You think that she ordered something else on Amazon for the exact same price?!?!

Is that really more likely than they started charging for the Kindles?


----------



## CaroleC (Apr 19, 2010)

lanfearl said:


> You think that she ordered something else on Amazon for the exact same price?!?!
> 
> Is that really more likely than they started charging for the Kindles?


I don't know! I guess it depends on how many things she charges. If you think it isn't very probable then you are probably right. Have others reported these charges yet?


----------



## Tom Diego (Jun 30, 2010)

CaroleC said:


> I don't know! I guess it depends on how many things she charges. If you think it isn't very probable then you are probably right. Have others reported these charges yet?


Yes, at least one other debit card and one credit card. And her order status on that other item would show "Shipped" or "Preparing to Ship".


----------



## CaroleC (Apr 19, 2010)

Tom Diego said:


> Yes, at least one other debit card and one credit card. And her order status on that other item would show "Shipped" or "Preparing to Ship".


How exciting!!! WOW!!


----------



## CoolMom1960 (Mar 16, 2009)

I ordered mine a good hour and a half before the OP.  Checked my bank account and zip!  I think it is just someone pulling folks collective legs.


----------



## lindnet (Jan 25, 2009)

Tom Diego said:


> Yes, at least one other debit card and one credit card. And her order status on that other item would show "Shipped" or "Preparing to Ship".

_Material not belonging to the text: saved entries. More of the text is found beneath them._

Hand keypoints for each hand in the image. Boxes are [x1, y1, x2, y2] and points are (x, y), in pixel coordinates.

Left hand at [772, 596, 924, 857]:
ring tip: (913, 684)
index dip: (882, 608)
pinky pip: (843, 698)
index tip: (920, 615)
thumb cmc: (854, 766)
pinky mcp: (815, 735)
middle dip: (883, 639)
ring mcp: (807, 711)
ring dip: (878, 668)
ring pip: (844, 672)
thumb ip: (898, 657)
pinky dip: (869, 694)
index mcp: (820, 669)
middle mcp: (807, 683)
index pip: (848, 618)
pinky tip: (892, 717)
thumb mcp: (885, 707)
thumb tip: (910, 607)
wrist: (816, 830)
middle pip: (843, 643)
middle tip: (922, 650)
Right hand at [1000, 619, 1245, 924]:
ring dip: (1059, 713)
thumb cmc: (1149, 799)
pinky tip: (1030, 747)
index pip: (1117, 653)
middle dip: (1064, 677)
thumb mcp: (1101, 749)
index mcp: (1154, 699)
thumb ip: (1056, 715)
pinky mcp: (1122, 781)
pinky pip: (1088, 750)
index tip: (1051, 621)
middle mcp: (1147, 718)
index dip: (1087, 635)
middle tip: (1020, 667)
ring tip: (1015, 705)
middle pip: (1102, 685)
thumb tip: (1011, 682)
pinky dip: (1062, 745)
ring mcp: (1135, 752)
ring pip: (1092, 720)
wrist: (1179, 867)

Is there another Amazon thread with this info? Because the one I've been following only has the original poster with the debit card and one person with a credit card, and neither one is showing "shipped" or "preparing to ship" yet.


----------



## CaroleC (Apr 19, 2010)

I just double-checked my bank account, and the last Amazon charge on my debit card was $5.59 for the Dave Barry book that I bought yesterday (it's so funny! LOL  but it's not a k3).    I will probably be checking my bank account every minute and a half now. LOL


----------



## Steph H (Oct 28, 2008)

geko29 said:


> Lucky you...transactions don't show up in my online account (Citibank Mastercard) until two or three days after they hit. I can call and ask, but they don't put them in the web interface until they've completely cleared.

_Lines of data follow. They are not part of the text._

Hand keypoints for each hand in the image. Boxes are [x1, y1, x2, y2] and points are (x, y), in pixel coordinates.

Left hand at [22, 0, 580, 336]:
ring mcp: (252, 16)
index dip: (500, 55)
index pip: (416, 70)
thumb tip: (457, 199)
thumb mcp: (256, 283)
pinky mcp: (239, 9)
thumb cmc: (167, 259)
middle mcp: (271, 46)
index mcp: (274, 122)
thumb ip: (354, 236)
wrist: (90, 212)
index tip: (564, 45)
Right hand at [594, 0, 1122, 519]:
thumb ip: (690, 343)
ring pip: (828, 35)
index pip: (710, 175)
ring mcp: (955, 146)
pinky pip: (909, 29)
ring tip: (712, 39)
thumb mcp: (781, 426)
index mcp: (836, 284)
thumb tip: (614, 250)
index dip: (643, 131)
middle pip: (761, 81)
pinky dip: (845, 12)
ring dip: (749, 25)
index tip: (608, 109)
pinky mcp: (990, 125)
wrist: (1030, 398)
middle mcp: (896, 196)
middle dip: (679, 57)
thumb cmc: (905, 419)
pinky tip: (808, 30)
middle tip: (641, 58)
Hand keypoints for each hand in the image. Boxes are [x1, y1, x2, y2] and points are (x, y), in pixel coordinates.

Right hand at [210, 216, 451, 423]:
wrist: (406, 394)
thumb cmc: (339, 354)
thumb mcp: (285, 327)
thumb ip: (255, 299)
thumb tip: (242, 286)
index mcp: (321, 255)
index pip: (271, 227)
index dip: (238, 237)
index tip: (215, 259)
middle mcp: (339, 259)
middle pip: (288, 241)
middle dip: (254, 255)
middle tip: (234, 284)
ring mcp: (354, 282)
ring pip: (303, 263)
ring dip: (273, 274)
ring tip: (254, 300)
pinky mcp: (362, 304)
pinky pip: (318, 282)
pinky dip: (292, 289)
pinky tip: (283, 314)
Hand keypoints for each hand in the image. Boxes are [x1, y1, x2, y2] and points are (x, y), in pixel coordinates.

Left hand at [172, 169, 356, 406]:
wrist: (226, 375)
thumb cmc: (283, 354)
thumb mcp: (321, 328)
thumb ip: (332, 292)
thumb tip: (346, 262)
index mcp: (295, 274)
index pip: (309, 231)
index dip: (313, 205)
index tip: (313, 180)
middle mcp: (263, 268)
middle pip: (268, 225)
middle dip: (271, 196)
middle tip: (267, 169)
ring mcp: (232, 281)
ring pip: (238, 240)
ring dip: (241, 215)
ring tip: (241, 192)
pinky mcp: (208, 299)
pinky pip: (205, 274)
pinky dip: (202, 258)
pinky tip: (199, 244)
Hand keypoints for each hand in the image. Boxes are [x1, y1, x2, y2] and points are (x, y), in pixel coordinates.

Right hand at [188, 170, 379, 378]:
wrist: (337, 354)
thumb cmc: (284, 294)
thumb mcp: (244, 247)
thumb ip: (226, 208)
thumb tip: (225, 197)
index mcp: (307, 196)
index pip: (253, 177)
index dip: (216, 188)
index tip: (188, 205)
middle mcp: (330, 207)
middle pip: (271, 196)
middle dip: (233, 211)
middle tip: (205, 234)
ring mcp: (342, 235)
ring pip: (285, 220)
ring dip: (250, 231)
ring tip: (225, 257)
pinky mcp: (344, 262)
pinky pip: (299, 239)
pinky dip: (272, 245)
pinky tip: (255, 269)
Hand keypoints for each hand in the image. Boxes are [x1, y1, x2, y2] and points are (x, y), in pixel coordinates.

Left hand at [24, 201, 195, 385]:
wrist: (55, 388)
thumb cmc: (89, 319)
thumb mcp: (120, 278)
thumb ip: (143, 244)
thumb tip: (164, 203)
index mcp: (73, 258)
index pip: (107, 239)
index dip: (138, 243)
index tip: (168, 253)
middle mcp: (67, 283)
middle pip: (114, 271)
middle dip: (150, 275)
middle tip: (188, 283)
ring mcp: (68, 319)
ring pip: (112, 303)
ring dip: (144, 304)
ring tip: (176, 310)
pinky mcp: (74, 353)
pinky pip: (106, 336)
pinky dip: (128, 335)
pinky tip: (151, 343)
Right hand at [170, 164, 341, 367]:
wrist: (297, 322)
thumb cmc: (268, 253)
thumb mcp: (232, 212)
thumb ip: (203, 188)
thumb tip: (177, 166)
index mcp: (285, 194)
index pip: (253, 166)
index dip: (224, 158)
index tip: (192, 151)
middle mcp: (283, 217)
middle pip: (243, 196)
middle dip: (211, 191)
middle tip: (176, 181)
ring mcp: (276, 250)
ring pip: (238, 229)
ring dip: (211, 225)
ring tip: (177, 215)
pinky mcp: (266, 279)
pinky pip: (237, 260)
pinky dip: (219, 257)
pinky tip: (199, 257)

Same with my Amazon Chase Visa...but it does at least show online a total $$ amount of 'pending transactions' -- just not the detail -- and I usually have a good idea of what's outstanding. I haven't been charging much the past few days as my billing cycle ends next week and I'm trying to be good.  Right now, it has a pending transaction total of $5.44 (not including the ~$30 in gas I bought this afternoon) so no Amazon charge has come through on mine yet for sure...


----------



## lindnet (Jan 25, 2009)

OMG......I checked my Amazon Visa statement earlier tonight when I first saw this news and it showed a balance the same as yesterday's.  I just now checked it again and it is higher!  It doesn't show the pending transactions, but I haven't bought anything lately.  It's approximately $140 higher!!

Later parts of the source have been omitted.